Yamaha Indonesia Motor Manufacturing (YIMM) membawa nuansa MotoGP ke jalanan lewat MX King 150 Prima Pramac Livery. Edisi terbatas ini tampil sebagai motor bebek sport yang paling menonjol di Jakarta Fair Kemayoran 2026.
Yang membuatnya cepat menarik perhatian adalah statusnya yang hanya tersedia 2.000 unit. Bagi penggemar kecepatan dan gaya sporty, jumlah itu langsung memberi kesan eksklusif sejak awal.
Livery balap yang lebih dari sekadar grafis
Corak Prima Pramac pada MX King 150 bukan hanya tempelan visual. Desain ini membawa identitas balap Yamaha yang kuat dan dikaitkan dengan kehadiran Toprak Razgatlıoğlu di tim Prima Pramac Yamaha MotoGP.
Kunjungan Toprak ke Jakarta pada awal 2026 ikut mempererat kedekatan emosional antara penggemar Indonesia dan dunia balap internasional. Karena itu, livery ini terasa seperti jembatan langsung dari lintasan MotoGP ke motor harian.
Fitur yang membuat tampilannya makin tegas
Dari sisi pencahayaan, motor ini memakai lampu LED tiga titik yang terdiri dari dua low beam dan satu high beam. Panel instrumen digital dan hazard lamp juga disematkan untuk mendukung kebutuhan berkendara modern.

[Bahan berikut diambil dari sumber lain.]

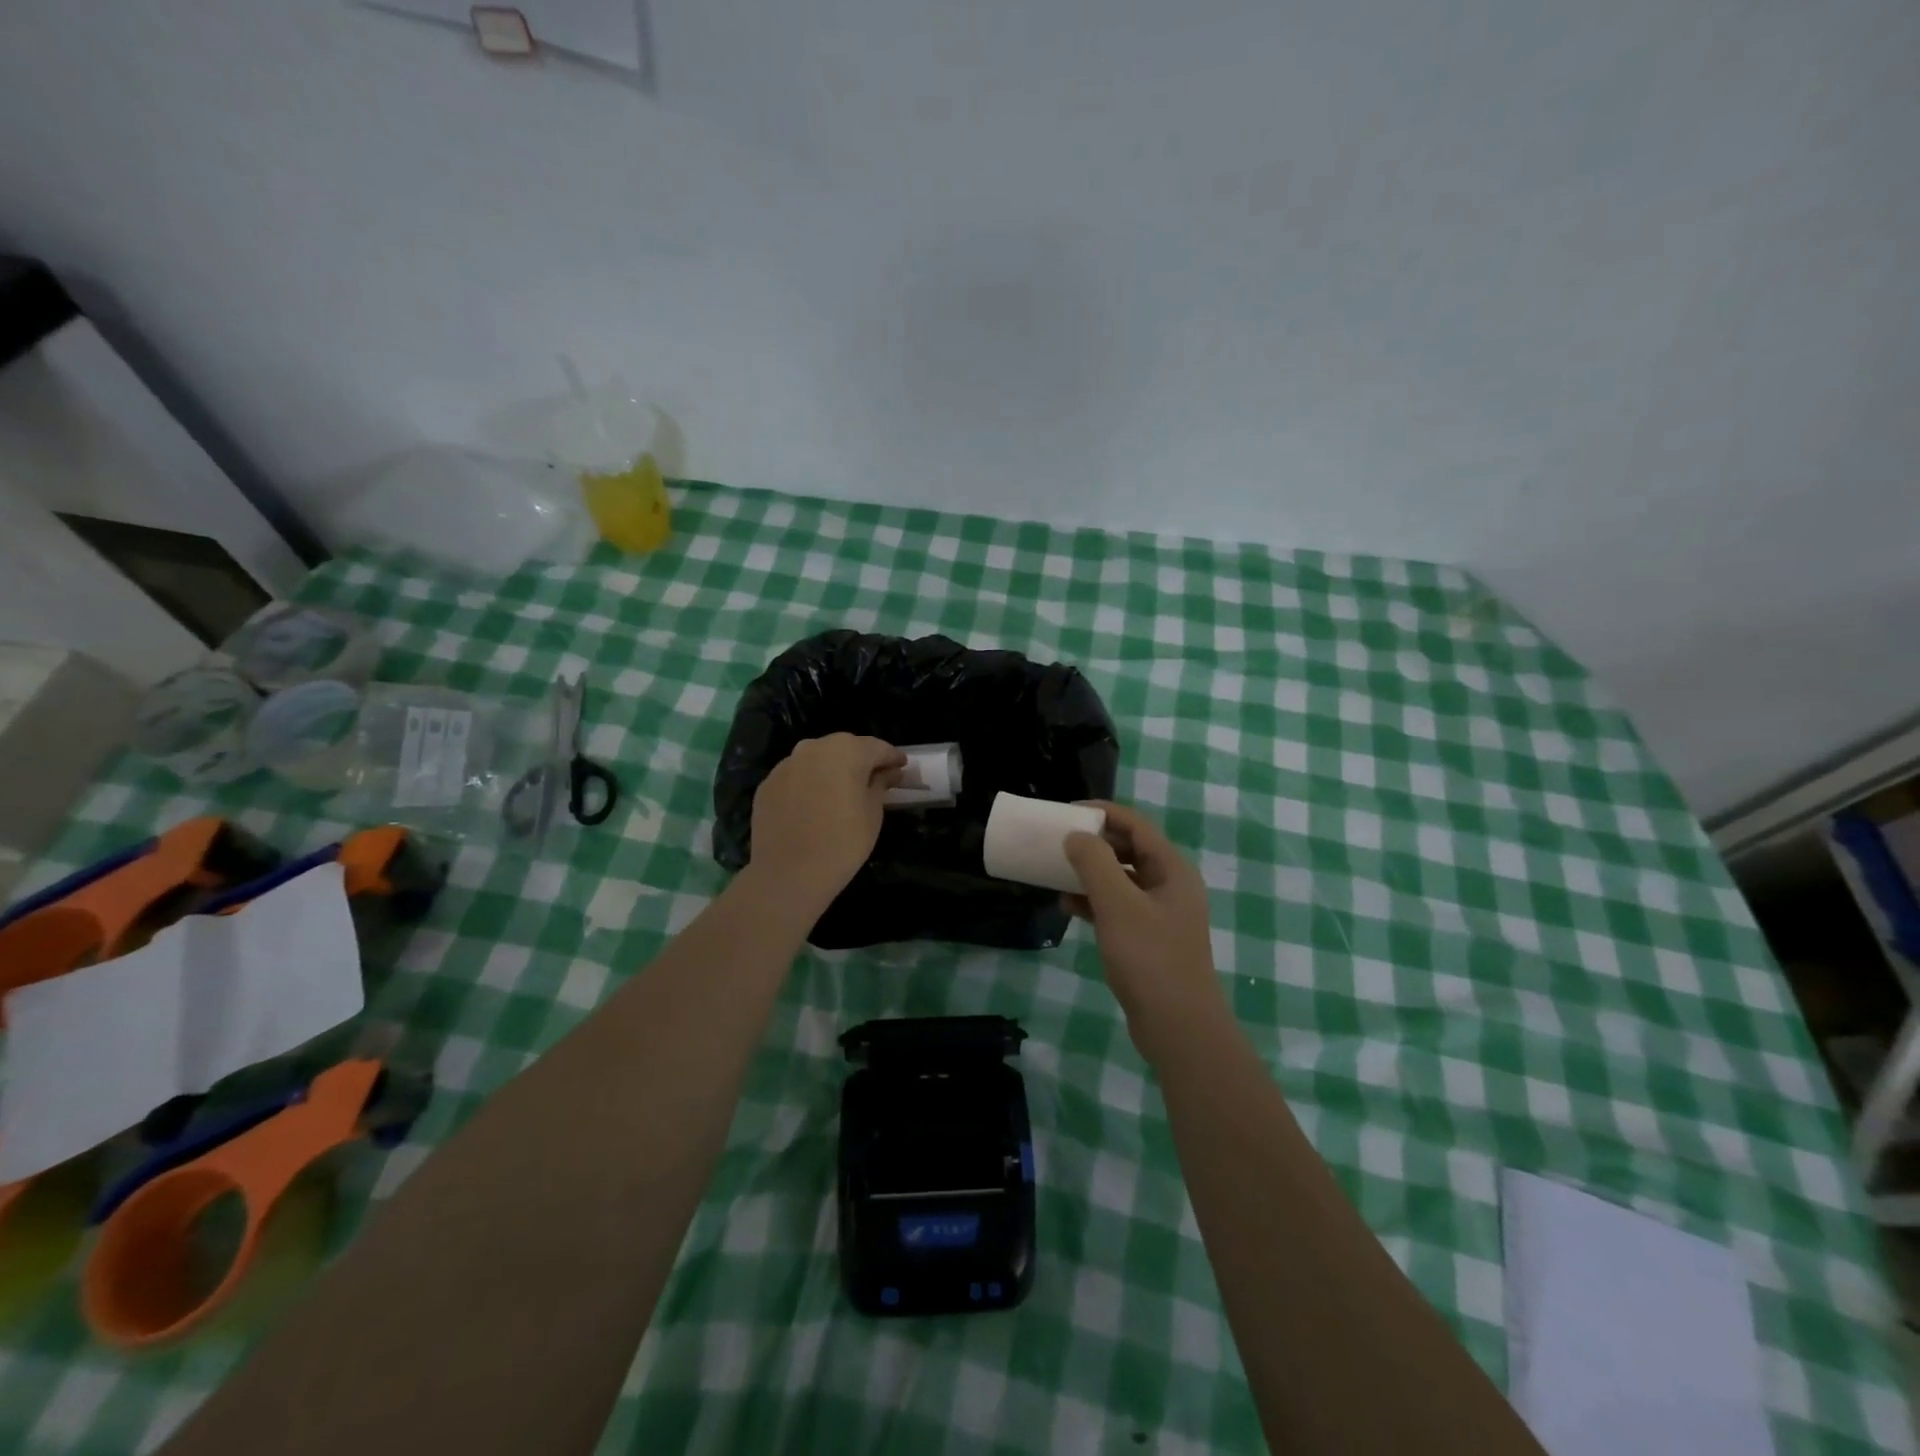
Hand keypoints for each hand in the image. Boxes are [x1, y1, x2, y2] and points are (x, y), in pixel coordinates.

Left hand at [746, 734, 905, 911]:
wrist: (788, 874)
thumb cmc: (843, 842)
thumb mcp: (873, 813)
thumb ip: (881, 784)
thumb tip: (889, 772)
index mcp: (846, 750)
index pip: (877, 747)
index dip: (892, 757)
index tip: (902, 766)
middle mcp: (813, 748)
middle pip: (844, 748)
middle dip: (860, 760)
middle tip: (874, 778)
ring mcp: (786, 764)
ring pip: (817, 760)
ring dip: (832, 770)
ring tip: (842, 792)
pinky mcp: (767, 784)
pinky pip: (796, 777)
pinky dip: (808, 784)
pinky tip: (814, 805)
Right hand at [1063, 802, 1226, 1063]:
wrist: (1179, 1027)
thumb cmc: (1150, 958)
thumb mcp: (1117, 904)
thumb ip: (1094, 863)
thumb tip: (1076, 836)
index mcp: (1172, 869)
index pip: (1135, 825)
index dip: (1102, 812)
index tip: (1066, 812)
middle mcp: (1170, 885)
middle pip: (1129, 849)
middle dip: (1094, 843)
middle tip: (1059, 842)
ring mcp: (1161, 913)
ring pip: (1122, 879)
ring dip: (1091, 873)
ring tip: (1058, 874)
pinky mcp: (1150, 938)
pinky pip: (1119, 906)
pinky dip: (1095, 902)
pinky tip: (1069, 908)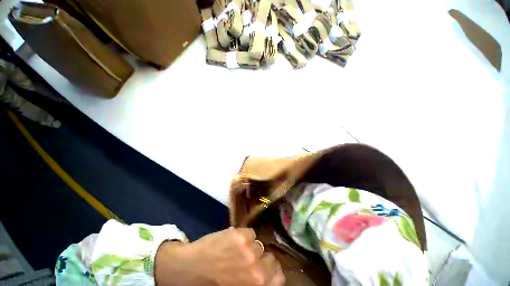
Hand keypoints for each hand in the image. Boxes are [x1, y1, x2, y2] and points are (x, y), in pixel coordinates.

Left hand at [155, 228, 284, 285]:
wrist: (191, 268)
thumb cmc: (214, 284)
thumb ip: (254, 281)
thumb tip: (265, 273)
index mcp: (257, 285)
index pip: (279, 277)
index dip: (272, 271)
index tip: (266, 268)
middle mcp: (256, 270)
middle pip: (271, 258)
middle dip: (262, 258)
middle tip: (251, 257)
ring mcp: (248, 251)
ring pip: (259, 243)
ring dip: (251, 246)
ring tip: (238, 249)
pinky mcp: (240, 236)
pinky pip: (250, 232)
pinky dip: (244, 236)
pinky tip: (233, 240)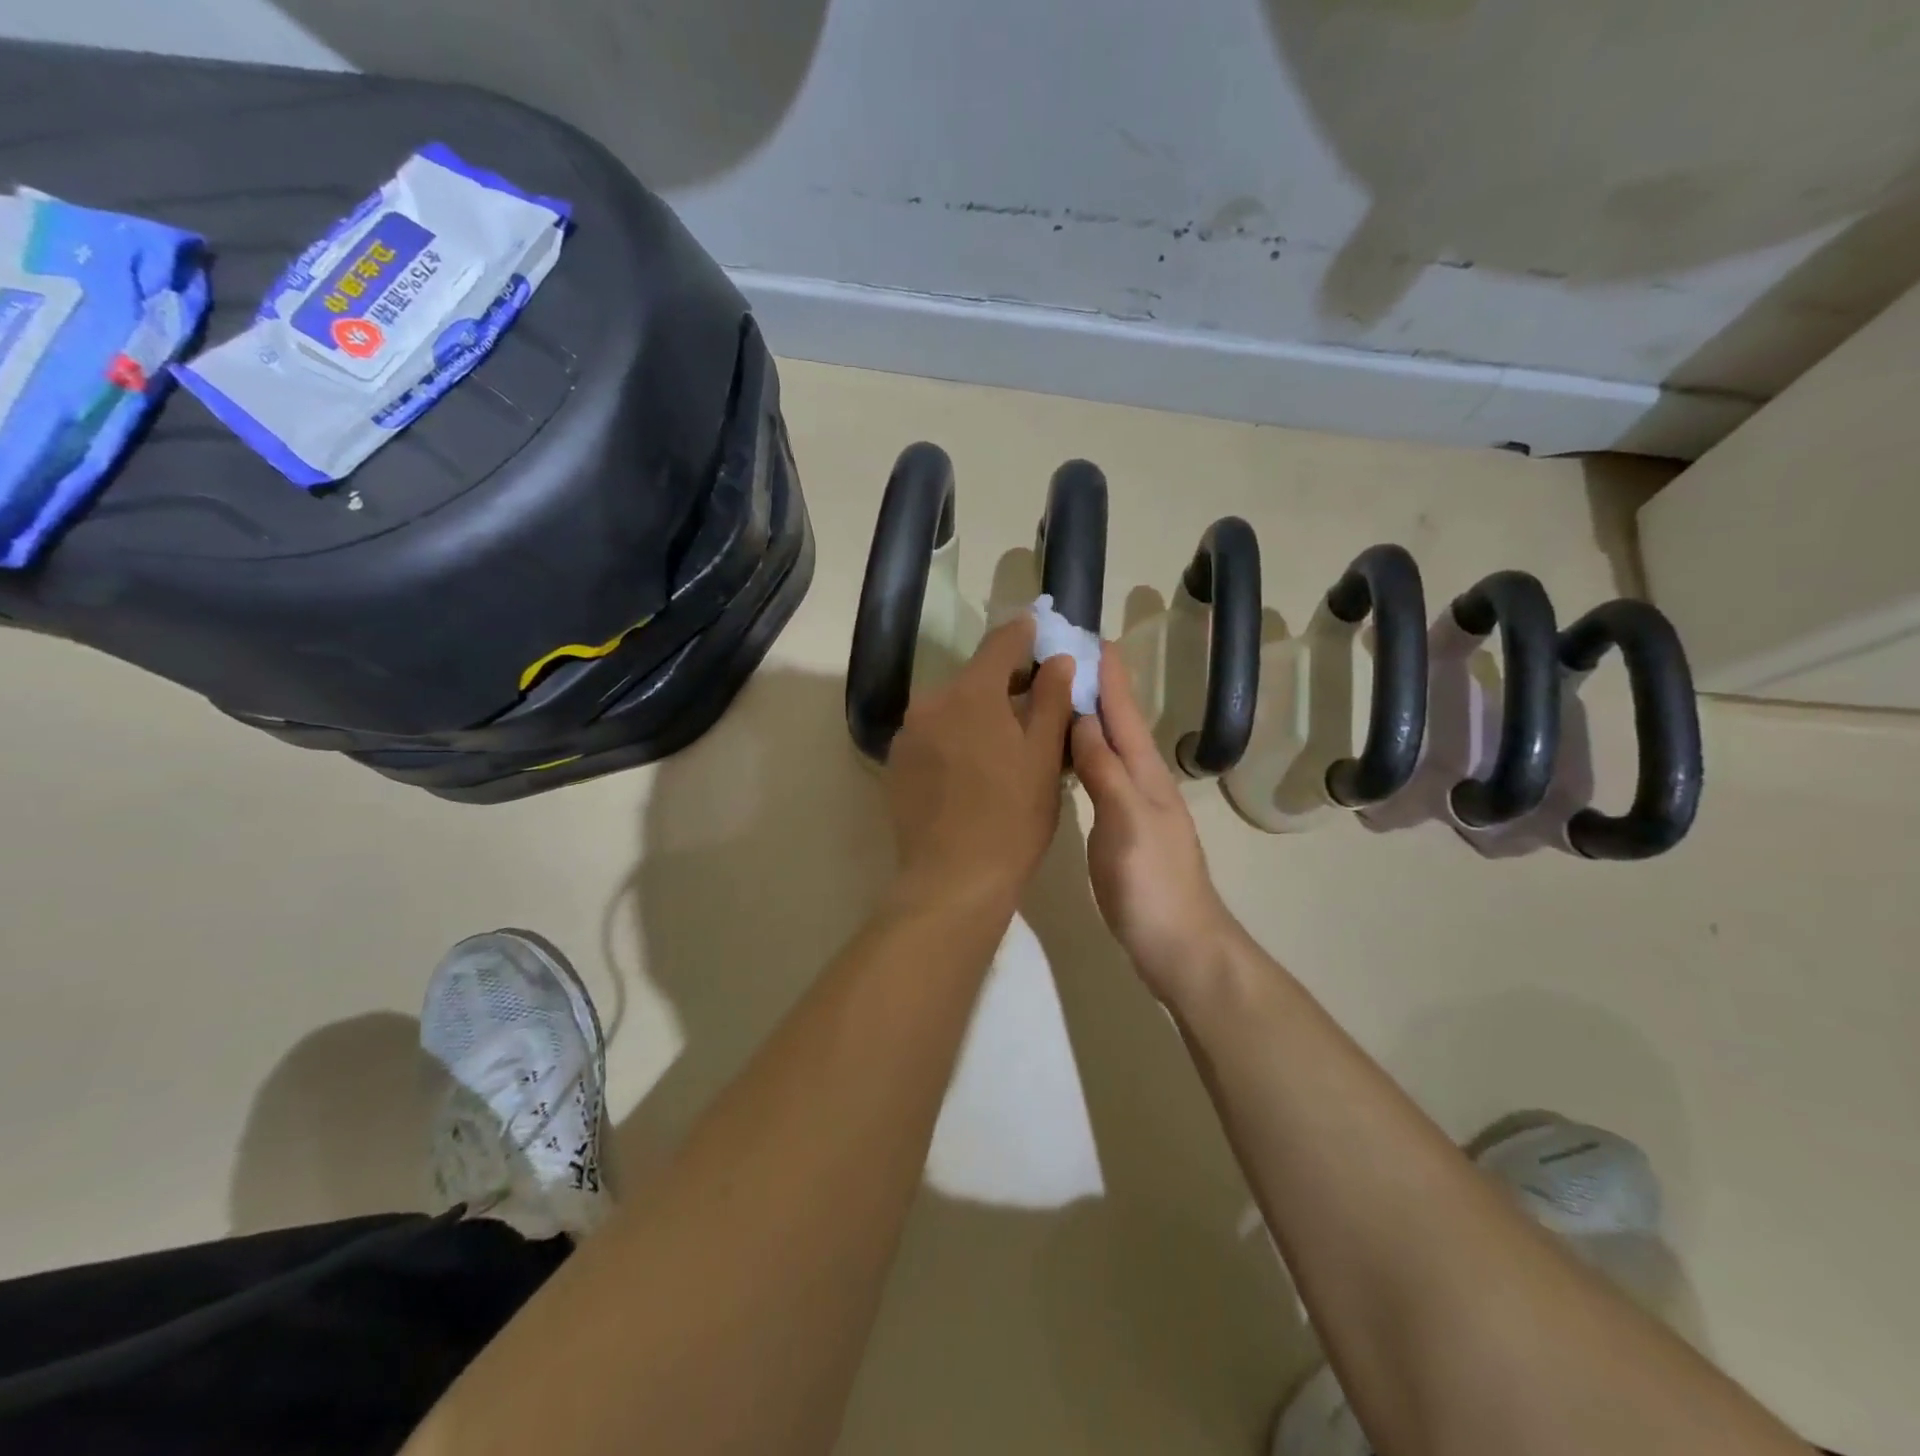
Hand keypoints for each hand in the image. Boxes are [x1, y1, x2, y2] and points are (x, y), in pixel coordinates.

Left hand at [886, 617, 1077, 916]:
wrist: (952, 881)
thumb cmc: (1012, 818)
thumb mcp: (1044, 758)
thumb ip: (1051, 701)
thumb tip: (1057, 660)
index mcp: (971, 694)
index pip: (1000, 644)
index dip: (1023, 634)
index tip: (1039, 628)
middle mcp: (931, 703)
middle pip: (974, 678)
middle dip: (1005, 682)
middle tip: (1036, 699)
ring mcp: (908, 736)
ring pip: (952, 708)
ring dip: (979, 713)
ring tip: (1006, 741)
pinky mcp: (896, 765)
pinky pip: (933, 736)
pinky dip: (956, 738)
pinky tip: (974, 769)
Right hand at [1070, 646, 1241, 999]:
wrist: (1179, 945)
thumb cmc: (1152, 884)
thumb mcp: (1127, 823)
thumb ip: (1106, 771)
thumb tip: (1083, 719)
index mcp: (1145, 774)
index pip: (1123, 713)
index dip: (1109, 675)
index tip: (1089, 636)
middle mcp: (1141, 781)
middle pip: (1118, 724)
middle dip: (1097, 687)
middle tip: (1064, 657)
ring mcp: (1133, 806)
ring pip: (1108, 748)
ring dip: (1089, 717)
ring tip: (1060, 694)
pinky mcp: (1120, 828)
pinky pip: (1100, 775)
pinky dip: (1083, 754)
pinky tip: (1067, 755)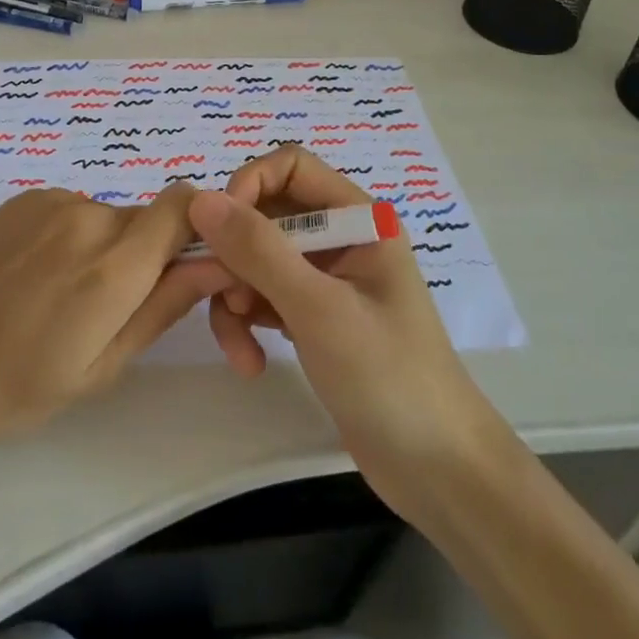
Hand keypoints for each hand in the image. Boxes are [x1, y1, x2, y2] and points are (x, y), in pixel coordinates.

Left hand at [0, 184, 219, 510]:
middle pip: (148, 218)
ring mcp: (49, 202)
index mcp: (113, 265)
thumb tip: (214, 264)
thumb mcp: (97, 369)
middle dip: (148, 254)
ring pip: (108, 217)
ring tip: (61, 300)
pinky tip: (31, 281)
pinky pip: (71, 212)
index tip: (188, 267)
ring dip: (106, 249)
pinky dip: (72, 239)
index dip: (200, 227)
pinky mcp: (20, 200)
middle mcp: (87, 216)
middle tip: (113, 309)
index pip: (186, 205)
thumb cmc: (8, 390)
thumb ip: (162, 308)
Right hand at [186, 148, 501, 512]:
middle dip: (236, 255)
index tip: (219, 229)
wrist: (437, 472)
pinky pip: (264, 297)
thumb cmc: (389, 378)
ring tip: (238, 346)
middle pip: (267, 216)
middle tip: (218, 296)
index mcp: (359, 218)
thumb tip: (201, 199)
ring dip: (236, 296)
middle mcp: (341, 238)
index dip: (249, 186)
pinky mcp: (315, 317)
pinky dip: (248, 322)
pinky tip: (250, 361)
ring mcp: (327, 279)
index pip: (291, 167)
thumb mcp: (319, 309)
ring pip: (258, 260)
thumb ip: (259, 251)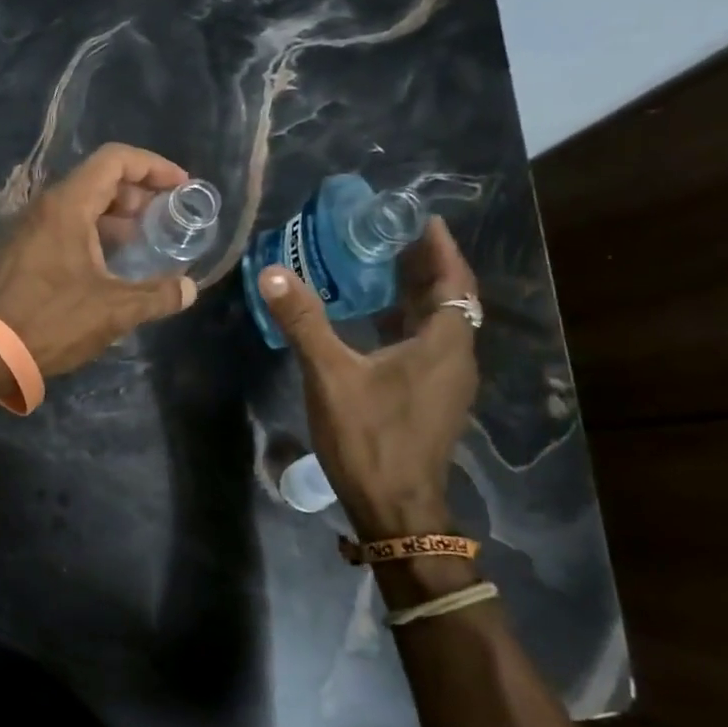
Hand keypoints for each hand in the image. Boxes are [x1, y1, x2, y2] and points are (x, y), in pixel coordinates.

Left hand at [0, 143, 198, 376]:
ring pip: (80, 205)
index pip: (115, 160)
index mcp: (68, 205)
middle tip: (163, 219)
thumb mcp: (114, 310)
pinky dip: (93, 234)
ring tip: (142, 243)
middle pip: (98, 179)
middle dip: (137, 194)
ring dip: (115, 217)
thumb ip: (157, 295)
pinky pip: (64, 227)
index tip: (180, 187)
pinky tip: (109, 266)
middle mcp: (46, 207)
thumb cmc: (52, 320)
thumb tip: (189, 289)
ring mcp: (29, 229)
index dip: (153, 166)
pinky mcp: (21, 252)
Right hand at [256, 217, 477, 540]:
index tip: (420, 219)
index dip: (440, 248)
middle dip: (426, 267)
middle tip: (392, 237)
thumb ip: (304, 322)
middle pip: (450, 300)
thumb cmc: (370, 437)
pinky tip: (375, 324)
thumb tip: (272, 273)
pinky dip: (408, 325)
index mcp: (443, 344)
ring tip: (382, 270)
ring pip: (439, 326)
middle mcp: (455, 358)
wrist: (395, 507)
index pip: (454, 281)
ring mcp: (446, 383)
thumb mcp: (331, 375)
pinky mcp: (432, 401)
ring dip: (417, 296)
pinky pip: (428, 347)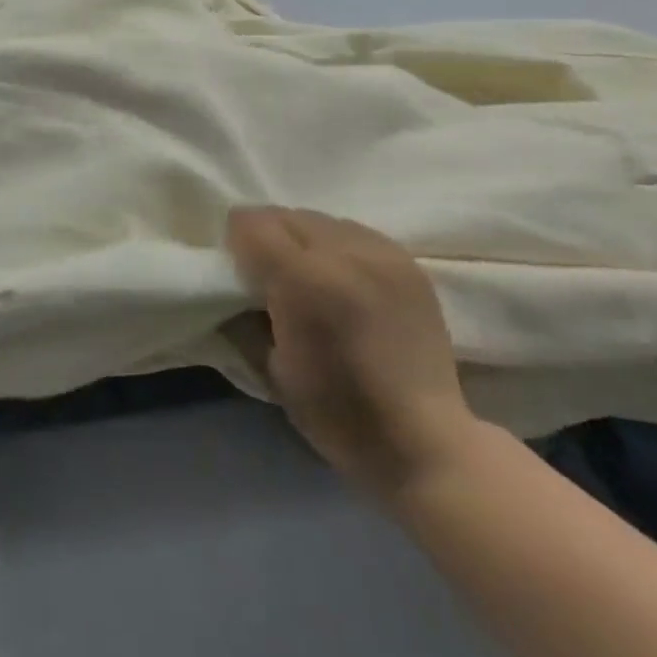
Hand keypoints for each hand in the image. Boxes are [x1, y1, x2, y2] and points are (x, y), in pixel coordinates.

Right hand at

Bagian kaki-kaki mendapat suspensi belakang monoshock dan ban tubeless lebar dengan pelek 17 inci. Kombinasi ini ditujukan untuk menjaga kenyamanan sekaligus kestabilan saat motor diajak bermanuver.
| Aspek | Detail |
|---|---|
| Edisi | MX King 150 Prima Pramac Livery |
| Jumlah unit | 2.000 unit |
| Harga | Rp29,9 juta OTR Jakarta |
| Mesin | 150 cc, 4-katup, fuel injection, liquid cooled |
| Tenaga maksimum | 15,1 hp pada 8.500 rpm |
| Torsi puncak | 13,8 Nm pada 7.000 rpm |
Mesin tetap sporty, dengan sentuhan yang lebih awet
Di balik tampilannya yang spesial, MX King 150 Prima Pramac Livery masih mengandalkan mesin 150 cc, 4-katup, fuel injection, dan liquid cooled. Tenaganya mencapai 15,1 hp pada 8.500 rpm dengan torsi puncak 13,8 Nm pada 7.000 rpm.
Yamaha juga menyematkan Teknologi Forged Piston dan DiASil Cylinder untuk membuat mesin lebih awet, ringan, dan bertenaga. Transmisi manual 5-percepatan tetap dipertahankan agar karakter berkendaranya terasa sporty.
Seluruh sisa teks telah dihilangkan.